The picturesque town of Largs played host to an exhilarating weekend of judo as the Scottish Open returned. Judoka hailing from various corners of the world gathered at the Inverclyde National Training Centre to put on some breathtaking displays.

The highlight of the meeting turned out to be a family affair as brothers Alex and Olly Short met in a final for the first time. It meant the men’s -73kg category had an extra air of intensity as all eyes were drawn to the siblings from Edinburgh. Olly was victorious over his older brother, though both put on an excellent display. Olly said: “It was a really hard fight, we’re brothers but also training partners. It was a bit more intense than it usually is at Randori! The Scottish Open is unique, it’s the first one back after the new year which means there are a lot of people motivated to start strong and using it to prepare for the year to come with the European and world circuits approaching.”

Alex added: “I enjoyed fighting my brother. It’s good fun, it’s just like training every day. I felt like we could open up and just go for it and put on a bit of a show. I don’t know what others thought but it felt like a good fight to watch. It was difficult but good fun. Being brothers, it gets heated quite easily. It could’ve been in the living room, could’ve been in Ratho but to do it at the Scottish Open was fun.”

Brothers Alex and Olly Short on the podium, alongside fellow Scot Aiden Moffat.

Day one had seen cadets and masters take to our five mats with competitors from Norway, the USA, Sweden and Germany providing great competition for our home nations judoka. The plethora of countries competing created an electric atmosphere in the Inverclyde Training Centre and, with tensions and nerves beginning to rise, coaches and teammates alike could be heard shouting encouragement to those on the mats. There was Scottish success from both categories with masters taking home 17 medals and cadets achieving 19.

Cadets in action.

There was also success for our English counterparts, including the Craven club from Yorkshire. Craven coach Danny Harper, who was recently named BJA coach of the year, won gold himself and was later on hand to assist eight judoka from his club. He said: “It’s a well run, professional event and personally it was good to work on some throws. I’ve got eight athletes with me, some double entries so they are getting plenty of matches. That’s why we bring them over and the fact they can go up against some top international athletes is really good.”

Danny Harper (middle) won gold in the VM2-100 category.

This praise was echoed by Olympian and current Enfield judo coach Prisca Awiti Alcaraz who said: “It’s always great to come here and compete against the best across the country. It was a good opportunity for our athletes to do a bit of learning, we have a younger group with new coaches and this is a perfect place for them to learn their trade.”

As Saturday wound down, all thoughts turned to the seniors and juniors who were gearing up to take centre stage on Sunday. And so, by 8:30am, we were ready to go again. First up were the juniors who put on some lively displays with several Scots dramatically securing gold.
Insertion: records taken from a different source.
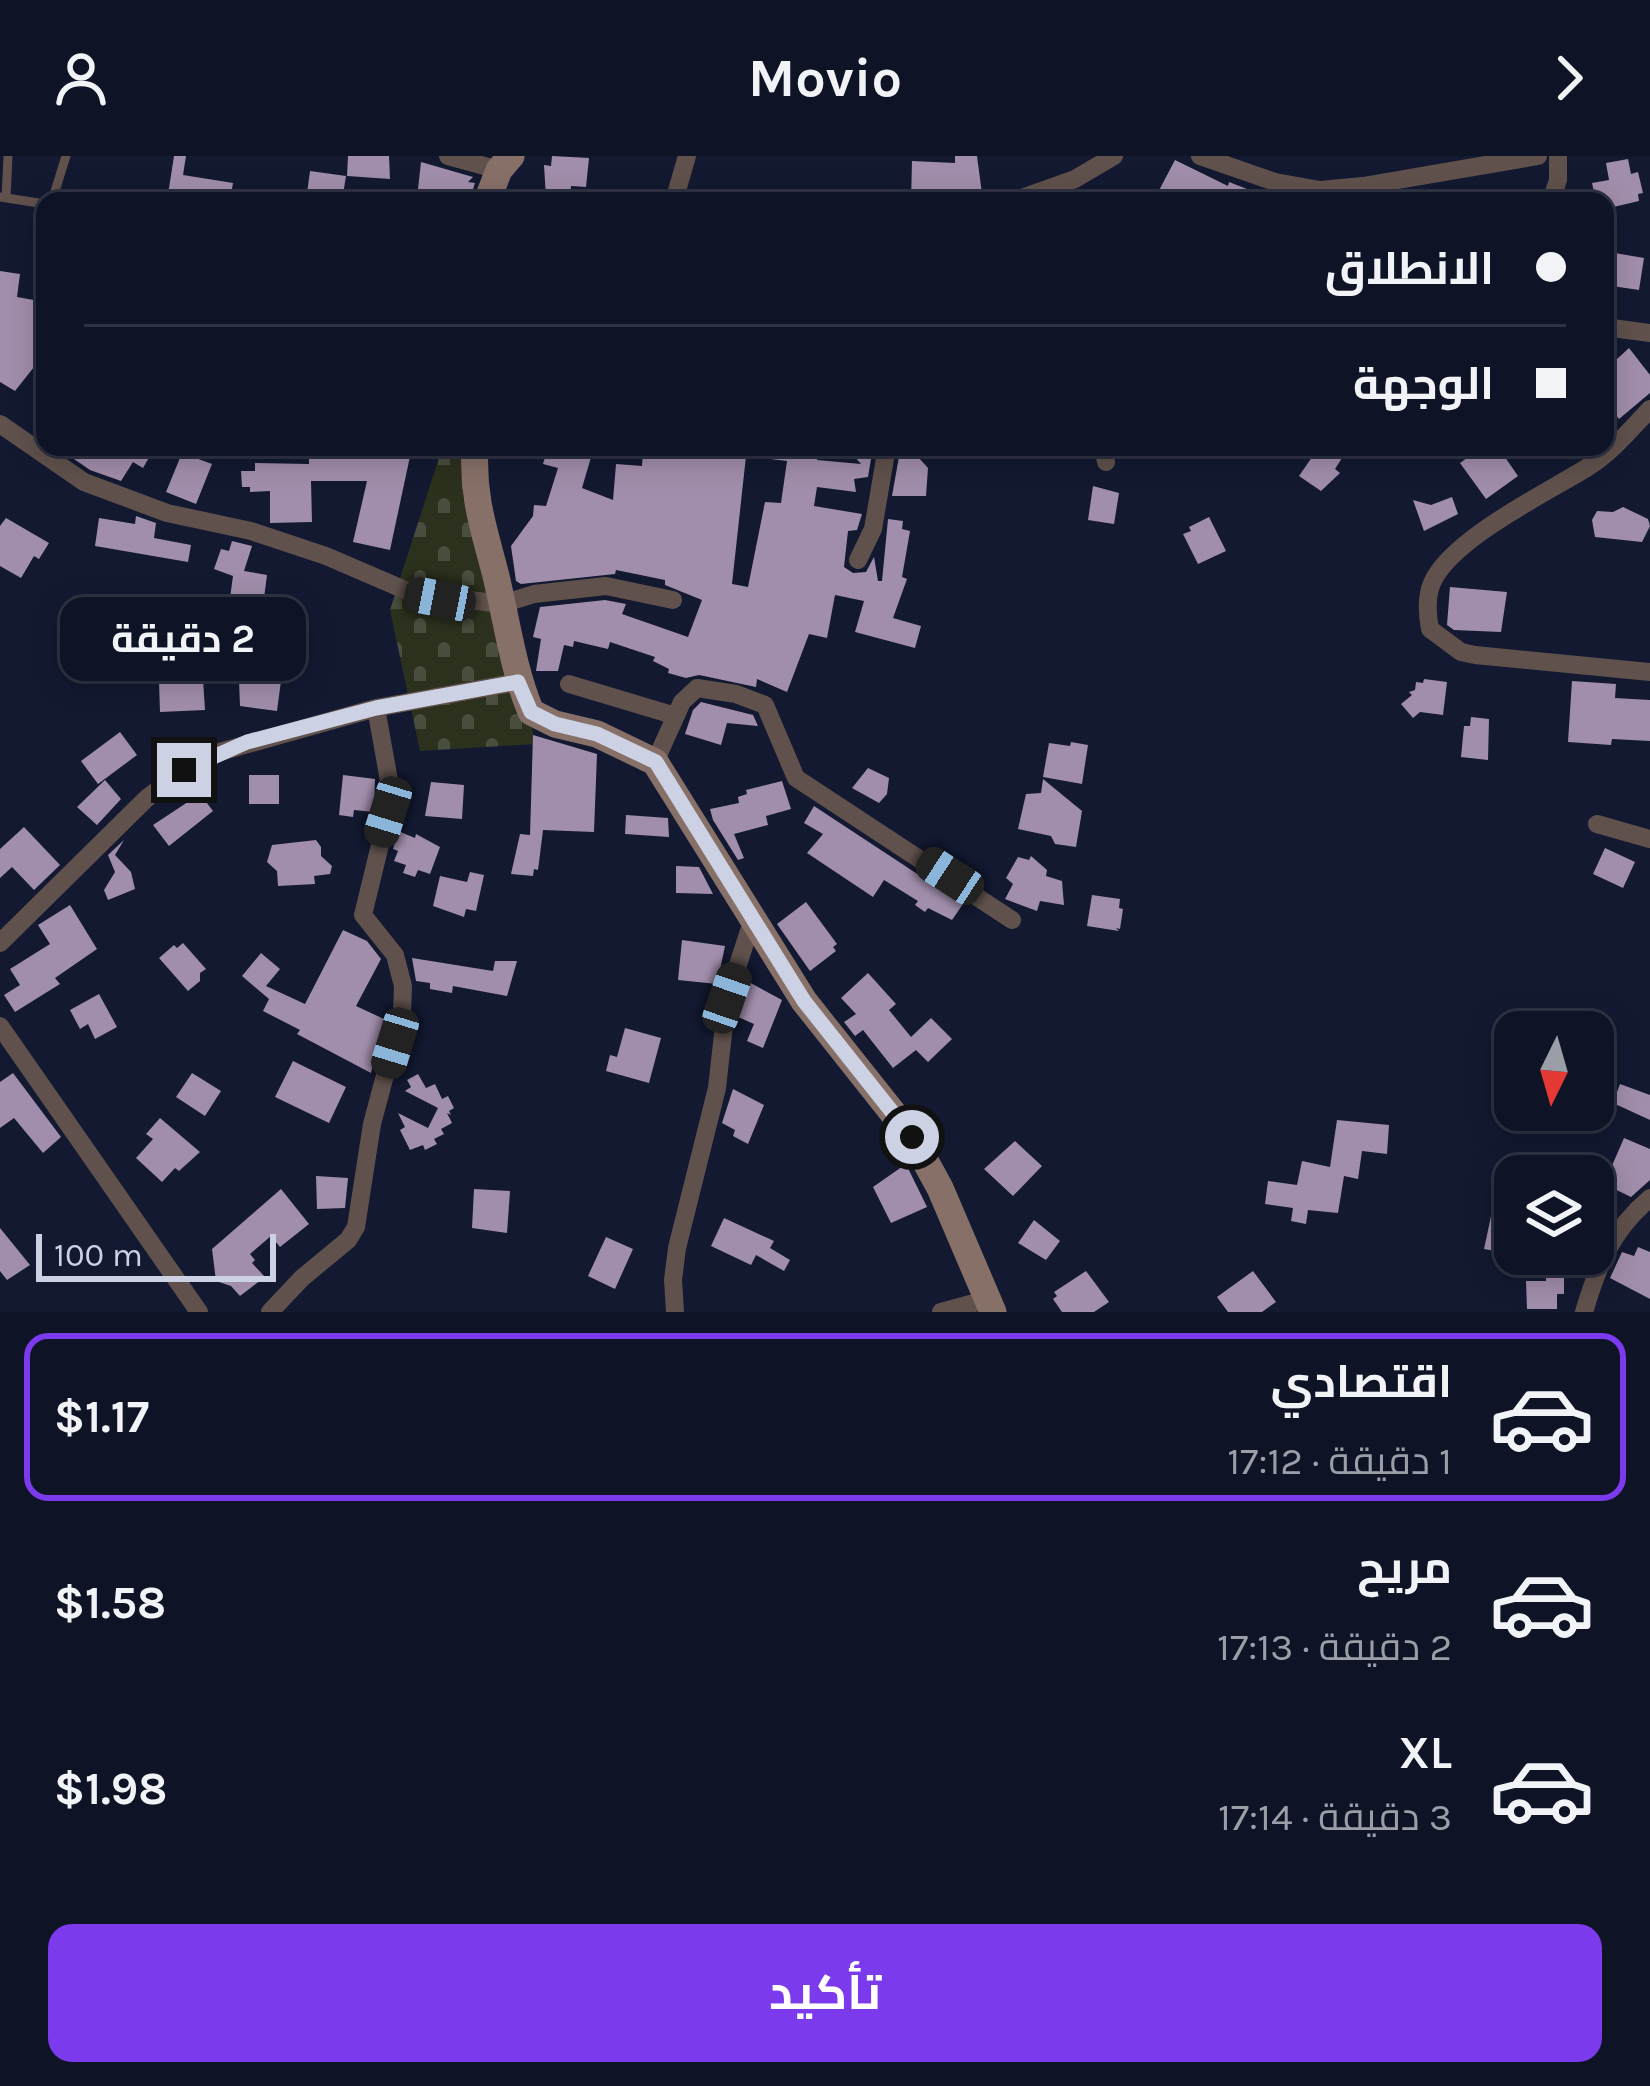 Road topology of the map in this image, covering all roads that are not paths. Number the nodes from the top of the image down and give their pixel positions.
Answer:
1 (8, 156) edge
2 (65, 156) edge
3 (448, 156) edge
4 (687, 156) edge
5 (1114, 156) edge
6 (1200, 156) edge
7 (1408, 156) edge
8 (1538, 156) edge
9 (1558, 156) edge
10 (505, 163) edge
11 (1402, 179) junction
12 (52, 192) edge
13 (491, 192) edge
14 (677, 192) edge
15 (1037, 192) edge
16 (1554, 192) edge
17 (3, 197) edge
18 (36, 201) edge
19 (1614, 328) edge
20 (1650, 333) edge
21 (1650, 409) edge
22 (0, 424) edge
23 (1614, 444) edge
24 (36, 449) edge
25 (46, 456) edge
26 (475, 456) edge
27 (885, 456) edge
28 (1601, 456) edge
29 (858, 560) dead end
30 (673, 599) dead end
31 (502, 604) junction
32 (1650, 672) edge
33 (518, 682) junction
34 (569, 684) dead end
35 (376, 708) junction
36 (676, 716) junction
37 (656, 762) junction
38 (1598, 824) dead end
39 (1650, 839) edge
40 (1012, 920) dead end
41 (752, 922) junction
42 (0, 943) edge
43 (0, 1026) edge
44 (1650, 1198) edge
45 (989, 1306) edge
46 (199, 1312) edge
47 (269, 1312) edge
48 (675, 1312) edge
49 (941, 1312) edge
50 (1584, 1312) edge

1 - 17 lane
2 - 12 lane
3 - 10 street
4 - 14 street
5 - 15 street
6 - 11 street
7 - 11 street
8 - 11 street
9 - 16 street
10 - 13 street
17 - 18 lane
19 - 20 street
21 - 23 street
22 - 24 street
25 - 31 street
26 - 31 street
27 - 29 street
28 - 32 street
30 - 31 street
31 - 33 street
33 - 35 street
33 - 37 street
34 - 36 street
35 - 42 street
35 - 47 street
36 - 37 street
36 - 40 street
37 - 41 street
38 - 39 street
41 - 45 street
41 - 48 street
43 - 46 street
44 - 50 street
45 - 49 street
Keeping an eye on all the action was our National High Performance Coach Euan Burton who said: “It’s been a fantastic event so far, we’ve had international representation from Asia, Australasia, Europe and America so it’s great for Scottish athletes to be able to compete against that level of an opponent without having to leave our sunny shores which unfortunately have not been particularly sunny this weekend! For our group, match experience is so important, particularly for our cadets and juniors, and this gives them loads of time on task, and competition. So, hopefully they can take lots from this weekend into training.”

Juniors in action.

Come 1pm the bleachers were full and the mat-side was getting busier, the seniors were about to start. Our Scottish athletes came flying out the blocks, with Josie Steele securing gold in the senior -63 category. Fellow Scottish judoka Rachel Tytler also left Largs with a gold medal after triumphing in the -78 senior category. “I’m happy with how I fought,” said the Bearsden athlete. “I had a wee chat with Euan (coach) and we were both pleased with how I was calm and collected but kept committed. Events like the Scottish Open are so important as it gives me a chance to try out the judo I’ve been practising, to improve my confidence in doing so.”

“Being closer to home is nice as my parents came down to watch as usually they’re unable to watch me overseas. I could hear my mum shouting away, which she was not allowed to do! But, it was nice having them here.”

Rachel Tytler (middle) is presented her gold medal by camp sponsor Robert Sneddon

Following the competition, our three-day camp started on Monday thanks to the sponsorship of RA Sneddon. This allowed several judoka to learn from our national coaches as well as a masterclass from double Olympic gold medalist and three-time world champion Shohei Ono.

Shohei Ono (right) takes a session alongside our assistant high performance coach, Takafumi Kitahara

The camp included 10 athletes from Chukyo University in Japan, who provided great training partners and really added value to the camp for our domestic judoka. Robert, a generous supporter of the event, shared his perspective on his continued sponsorship, stating, “I’ve sponsored it before, years ago when it was getting started, my main aim to get the Scottish Open up and running. This year I felt why not sponsor it again, the camp aspect looked great and I’m happy to be supporting it.”